:: Input data ::

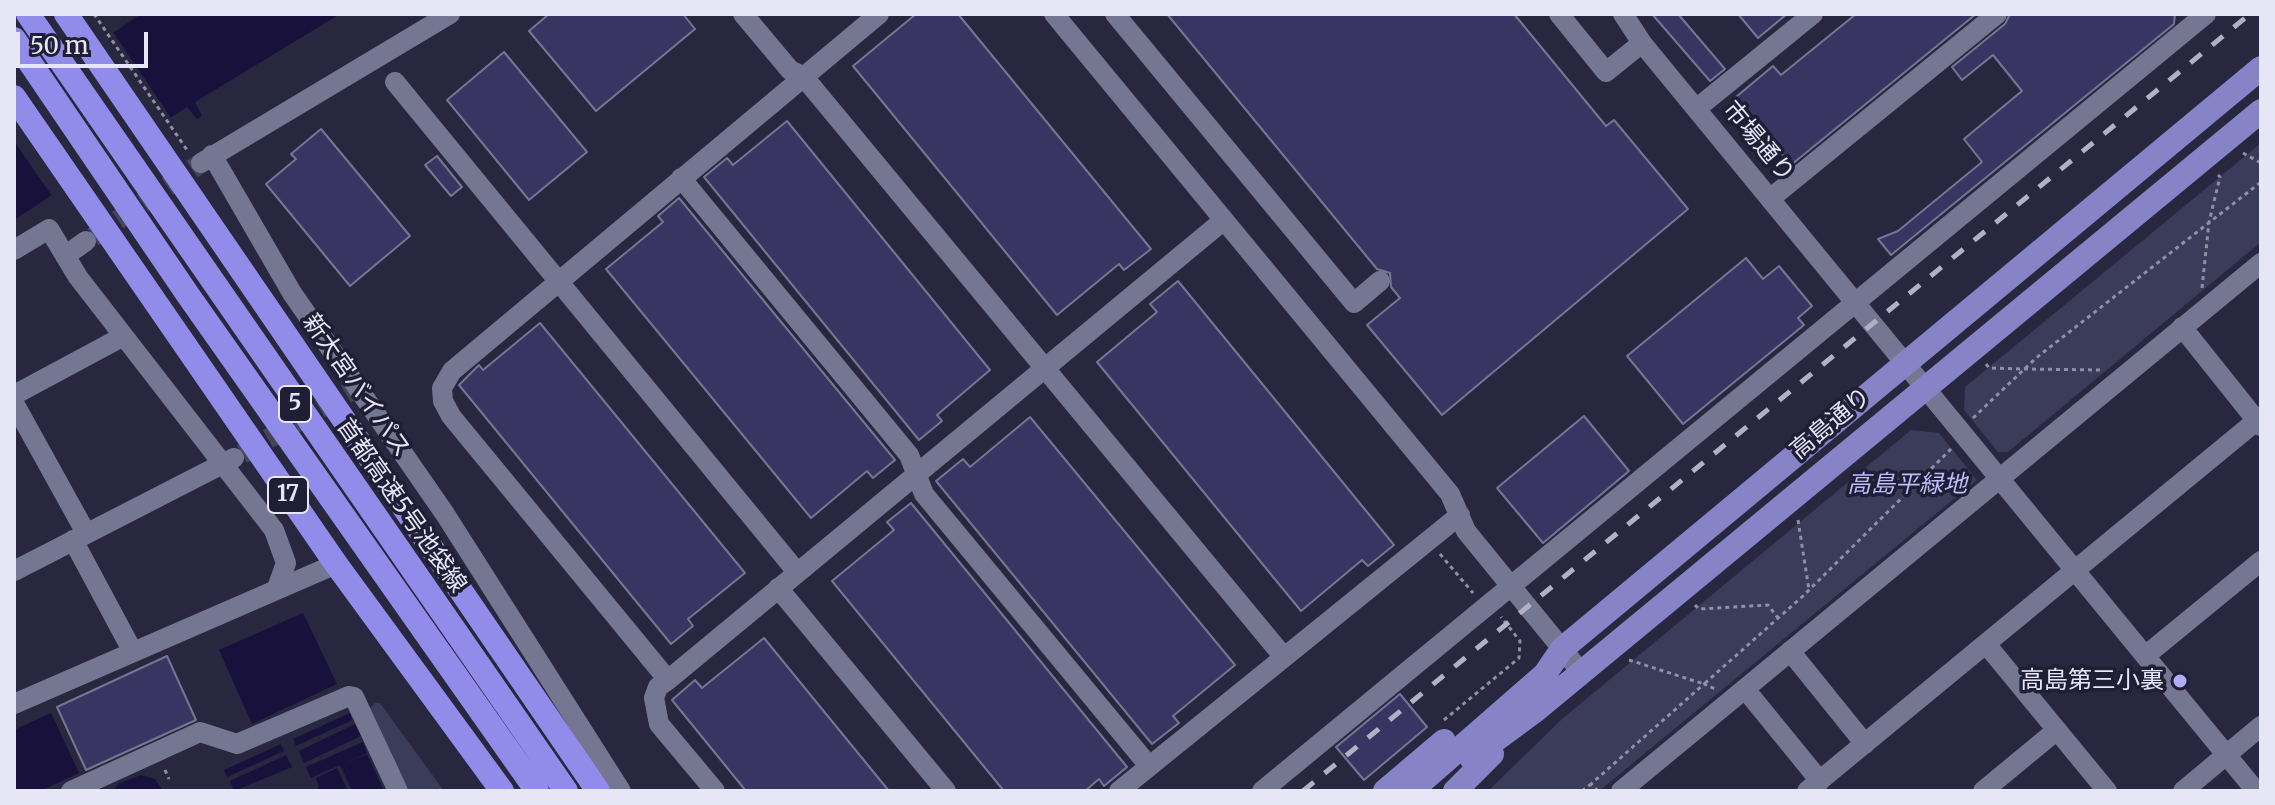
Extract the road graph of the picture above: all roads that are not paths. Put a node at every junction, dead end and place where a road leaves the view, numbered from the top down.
1 (28, 14) edge
2 (66, 14) edge
3 (450, 14) edge
4 (743, 14) edge
5 (879, 14) edge
6 (1054, 14) edge
7 (1115, 14) edge
8 (1559, 14) edge
9 (1623, 14) edge
10 (1813, 14) edge
11 (1997, 14) edge
12 (2204, 15) edge
13 (14, 39) edge
14 (1642, 43) junction
15 (2261, 68) edge
16 (803, 76) junction
17 (395, 82) dead end
18 (14, 97) edge
19 (1696, 109) junction
20 (2261, 111) edge
21 (681, 178) junction
22 (1771, 198) junction
23 (1224, 220) junction
24 (86, 241) tunnel mouth
25 (14, 250) edge
26 (65, 256) junction
27 (2261, 263) edge
28 (1380, 281) dead end
29 (561, 282) junction
30 (1855, 302) junction
31 (2182, 327) junction
32 (122, 337) junction
33 (1905, 362) junction
34 (1044, 368) junction
35 (1925, 386) junction
36 (14, 395) edge
37 (14, 403) edge
38 (2260, 421) edge
39 (229, 460) junction
40 (916, 474) junction
41 (1999, 478) junction
42 (1460, 515) junction
43 (79, 536) junction
44 (2261, 561) edge
45 (336, 564) junction
46 (14, 571) edge
47 (2074, 571) junction
48 (797, 572) junction
49 (1512, 587) junction
50 (277, 588) junction
51 (778, 588) junction
52 (1986, 644) junction
53 (1562, 649) junction
54 (1790, 651) junction
55 (133, 652) junction
56 (1283, 656) junction
57 (2145, 656) junction
58 (1581, 672) junction
59 (668, 680) junction
60 (1745, 689) junction
61 (14, 704) edge
62 (1536, 710) junction
63 (551, 723) junction
64 (2261, 726) edge
65 (2057, 730) junction
66 (1865, 744) junction
67 (2227, 755) junction
68 (1149, 766) junction
69 (1814, 786) edge
70 (71, 791) edge
71 (398, 791) edge
72 (502, 791) edge
73 (537, 791) edge
74 (559, 791) edge
75 (566, 791) edge
76 (598, 791) edge
77 (621, 791) edge
78 (715, 791) edge
79 (946, 791) edge
80 (1119, 791) edge
81 (1262, 791) edge
82 (1385, 791) edge
83 (1411, 791) edge
84 (1428, 791) edge
85 (1455, 791) edge
86 (1621, 791) edge
87 (1983, 791) edge
88 (2107, 791) edge
89 (2183, 791) edge
90 (2256, 791) edge

1 - 75 highway, 首都高速5号池袋線 / 5
2 - 63 highway, 新大宮バイパス
3 - 77 street
4 - 16 street
5 - 16 street
6 - 23 street
7 - 28 street
8 - 14 street
9 - 14 street, 市場通り
10 - 19 street
11 - 22 street
12 - 30 street
13 - 73 highway, 5
14 - 19 street, 市場通り
15 - 33 main road, 高島通り
16 - 21 street
16 - 34 street
17 - 29 street
18 - 45 highway, 17
19 - 22 street, 市場通り
20 - 35 main road, 高島通り
21 - 29 street
21 - 40 street
22 - 30 street, 市場通り
23 - 34 street
23 - 42 street
24 - 26 street
25 - 26 street
26 - 32 street
27 - 31 street
29 - 48 street
29 - 59 street
30 - 33 street, 市場通り
30 - 49 street
31 - 38 street
31 - 41 street
32 - 36 street
32 - 39 street
33 - 35 street, 市場通り
33 - 53 main road, 高島通り
34 - 40 street
34 - 56 street
35 - 41 street, 市場通り
35 - 58 main road, 高島通り
37 - 43 street
38 - 47 street
39 - 43 street
39 - 50 street
40 - 48 street
40 - 68 street
41 - 47 street, 市場通り
41 - 54 street
42 - 49 street
42 - 56 street
43 - 46 street
43 - 55 street
44 - 57 street
45 - 50 street
45 - 72 highway, 17
47 - 52 street
47 - 57 street, 市場通り
48 - 51 street
49 - 53 street
49 - 81 street
50 - 55 street
51 - 59 street
51 - 79 street
52 - 65 street
52 - 66 street
53 - 58 street
53 - 82 main road
53 - 83 main road, 高島通り
54 - 60 street
54 - 66 street
55 - 61 street
56 - 68 street
57 - 67 street, 市場通り
58 - 62 main road, 高島通り
59 - 78 street
60 - 69 street
60 - 86 street
62 - 84 main road, 高島通り
62 - 85 main road
63 - 74 main road
63 - 76 highway, 新大宮バイパス
64 - 67 street
65 - 87 street
65 - 88 street
66 - 69 street
67 - 89 street
67 - 90 street, 市場通り
68 - 80 street
70 - 71 street

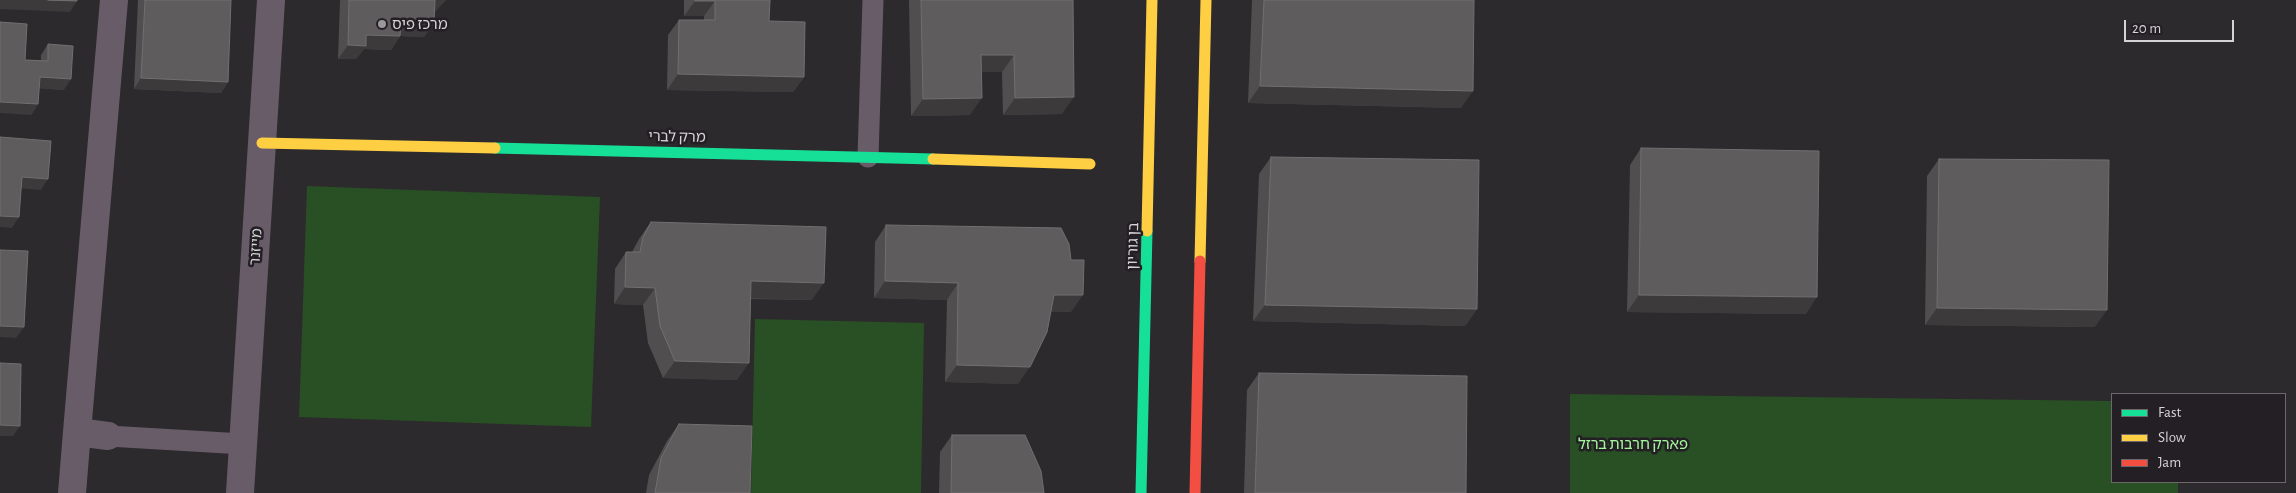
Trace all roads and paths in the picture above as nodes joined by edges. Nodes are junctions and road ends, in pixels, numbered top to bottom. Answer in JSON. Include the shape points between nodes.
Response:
{"nodes":[{"id":1,"x":114,"y":0,"type":"edge"},
{"id":2,"x":272,"y":0,"type":"edge"},
{"id":3,"x":873,"y":0,"type":"edge"},
{"id":4,"x":1152,"y":0,"type":"edge"},
{"id":5,"x":1206,"y":0,"type":"edge"},
{"id":6,"x":262,"y":143,"type":"junction"},
{"id":7,"x":868,"y":157,"type":"junction"},
{"id":8,"x":1090,"y":164,"type":"dead end"},
{"id":9,"x":76,"y":432,"type":"junction"},
{"id":10,"x":108,"y":436,"type":"joint"},
{"id":11,"x":243,"y":444,"type":"junction"},
{"id":12,"x":72,"y":493,"type":"edge"},
{"id":13,"x":240,"y":493,"type":"edge"},
{"id":14,"x":1142,"y":493,"type":"edge"},
{"id":15,"x":1195,"y":493,"type":"edge"}],
"edges":[{"from":1,"to":9,"type":"street"},
{"from":2,"to":6,"type":"street","name":"מייזנר"},
{"from":3,"to":7,"type":"lane"},
{"from":4,"to":14,"type":"street","name":"בן גוריון"},
{"from":5,"to":15,"type":"street"},
{"from":6,"to":7,"type":"street","name":"מרק לברי"},
{"from":6,"to":11,"type":"street","name":"מייזנר"},
{"from":7,"to":8,"type":"street","name":"מרק לברי"},
{"from":9,"to":10,"type":"street"},
{"from":9,"to":12,"type":"street"},
{"from":10,"to":11,"type":"lane"},
{"from":11,"to":13,"type":"street","name":"מייזנר"}]}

:::

Exercise
Set down the entries above exactly; no pictures belong in the copy.

Response
Extract the road graph of the picture above: all roads that are not paths. Put a node at every junction, dead end and place where a road leaves the view, numbered from the top down.
1 (28, 14) edge
2 (66, 14) edge
3 (450, 14) edge
4 (743, 14) edge
5 (879, 14) edge
6 (1054, 14) edge
7 (1115, 14) edge
8 (1559, 14) edge
9 (1623, 14) edge
10 (1813, 14) edge
11 (1997, 14) edge
12 (2204, 15) edge
13 (14, 39) edge
14 (1642, 43) junction
15 (2261, 68) edge
16 (803, 76) junction
17 (395, 82) dead end
18 (14, 97) edge
19 (1696, 109) junction
20 (2261, 111) edge
21 (681, 178) junction
22 (1771, 198) junction
23 (1224, 220) junction
24 (86, 241) tunnel mouth
25 (14, 250) edge
26 (65, 256) junction
27 (2261, 263) edge
28 (1380, 281) dead end
29 (561, 282) junction
30 (1855, 302) junction
31 (2182, 327) junction
32 (122, 337) junction
33 (1905, 362) junction
34 (1044, 368) junction
35 (1925, 386) junction
36 (14, 395) edge
37 (14, 403) edge
38 (2260, 421) edge
39 (229, 460) junction
40 (916, 474) junction
41 (1999, 478) junction
42 (1460, 515) junction
43 (79, 536) junction
44 (2261, 561) edge
45 (336, 564) junction
46 (14, 571) edge
47 (2074, 571) junction
48 (797, 572) junction
49 (1512, 587) junction
50 (277, 588) junction
51 (778, 588) junction
52 (1986, 644) junction
53 (1562, 649) junction
54 (1790, 651) junction
55 (133, 652) junction
56 (1283, 656) junction
57 (2145, 656) junction
58 (1581, 672) junction
59 (668, 680) junction
60 (1745, 689) junction
61 (14, 704) edge
62 (1536, 710) junction
63 (551, 723) junction
64 (2261, 726) edge
65 (2057, 730) junction
66 (1865, 744) junction
67 (2227, 755) junction
68 (1149, 766) junction
69 (1814, 786) edge
70 (71, 791) edge
71 (398, 791) edge
72 (502, 791) edge
73 (537, 791) edge
74 (559, 791) edge
75 (566, 791) edge
76 (598, 791) edge
77 (621, 791) edge
78 (715, 791) edge
79 (946, 791) edge
80 (1119, 791) edge
81 (1262, 791) edge
82 (1385, 791) edge
83 (1411, 791) edge
84 (1428, 791) edge
85 (1455, 791) edge
86 (1621, 791) edge
87 (1983, 791) edge
88 (2107, 791) edge
89 (2183, 791) edge
90 (2256, 791) edge

1 - 75 highway, 首都高速5号池袋線 / 5
2 - 63 highway, 新大宮バイパス
3 - 77 street
4 - 16 street
5 - 16 street
6 - 23 street
7 - 28 street
8 - 14 street
9 - 14 street, 市場通り
10 - 19 street
11 - 22 street
12 - 30 street
13 - 73 highway, 5
14 - 19 street, 市場通り
15 - 33 main road, 高島通り
16 - 21 street
16 - 34 street
17 - 29 street
18 - 45 highway, 17
19 - 22 street, 市場通り
20 - 35 main road, 高島通り
21 - 29 street
21 - 40 street
22 - 30 street, 市場通り
23 - 34 street
23 - 42 street
24 - 26 street
25 - 26 street
26 - 32 street
27 - 31 street
29 - 48 street
29 - 59 street
30 - 33 street, 市場通り
30 - 49 street
31 - 38 street
31 - 41 street
32 - 36 street
32 - 39 street
33 - 35 street, 市場通り
33 - 53 main road, 高島通り
34 - 40 street
34 - 56 street
35 - 41 street, 市場通り
35 - 58 main road, 高島通り
37 - 43 street
38 - 47 street
39 - 43 street
39 - 50 street
40 - 48 street
40 - 68 street
41 - 47 street, 市場通り
41 - 54 street
42 - 49 street
42 - 56 street
43 - 46 street
43 - 55 street
44 - 57 street
45 - 50 street
45 - 72 highway, 17
47 - 52 street
47 - 57 street, 市場通り
48 - 51 street
49 - 53 street
49 - 81 street
50 - 55 street
51 - 59 street
51 - 79 street
52 - 65 street
52 - 66 street
53 - 58 street
53 - 82 main road
53 - 83 main road, 高島通り
54 - 60 street
54 - 66 street
55 - 61 street
56 - 68 street
57 - 67 street, 市場通り
58 - 62 main road, 高島通り
59 - 78 street
60 - 69 street
60 - 86 street
62 - 84 main road, 高島通り
62 - 85 main road
63 - 74 main road
63 - 76 highway, 新大宮バイパス
64 - 67 street
65 - 87 street
65 - 88 street
66 - 69 street
67 - 89 street
67 - 90 street, 市場通り
68 - 80 street
70 - 71 street

Trace all roads and paths in the picture above as nodes joined by edges. Nodes are junctions and road ends, in pixels, numbered top to bottom. Answer in JSON. Include the shape points between nodes.
Response:
{"nodes":[{"id":1,"x":114,"y":0,"type":"edge"},
{"id":2,"x":272,"y":0,"type":"edge"},
{"id":3,"x":873,"y":0,"type":"edge"},
{"id":4,"x":1152,"y":0,"type":"edge"},
{"id":5,"x":1206,"y":0,"type":"edge"},
{"id":6,"x":262,"y":143,"type":"junction"},
{"id":7,"x":868,"y":157,"type":"junction"},
{"id":8,"x":1090,"y":164,"type":"dead end"},
{"id":9,"x":76,"y":432,"type":"junction"},
{"id":10,"x":108,"y":436,"type":"joint"},
{"id":11,"x":243,"y":444,"type":"junction"},
{"id":12,"x":72,"y":493,"type":"edge"},
{"id":13,"x":240,"y":493,"type":"edge"},
{"id":14,"x":1142,"y":493,"type":"edge"},
{"id":15,"x":1195,"y":493,"type":"edge"}],
"edges":[{"from":1,"to":9,"type":"street"},
{"from":2,"to":6,"type":"street","name":"מייזנר"},
{"from":3,"to":7,"type":"lane"},
{"from":4,"to":14,"type":"street","name":"בן גוריון"},
{"from":5,"to":15,"type":"street"},
{"from":6,"to":7,"type":"street","name":"מרק לברי"},
{"from":6,"to":11,"type":"street","name":"מייזנר"},
{"from":7,"to":8,"type":"street","name":"מרק לברי"},
{"from":9,"to":10,"type":"street"},
{"from":9,"to":12,"type":"street"},
{"from":10,"to":11,"type":"lane"},
{"from":11,"to":13,"type":"street","name":"מייזנר"}]}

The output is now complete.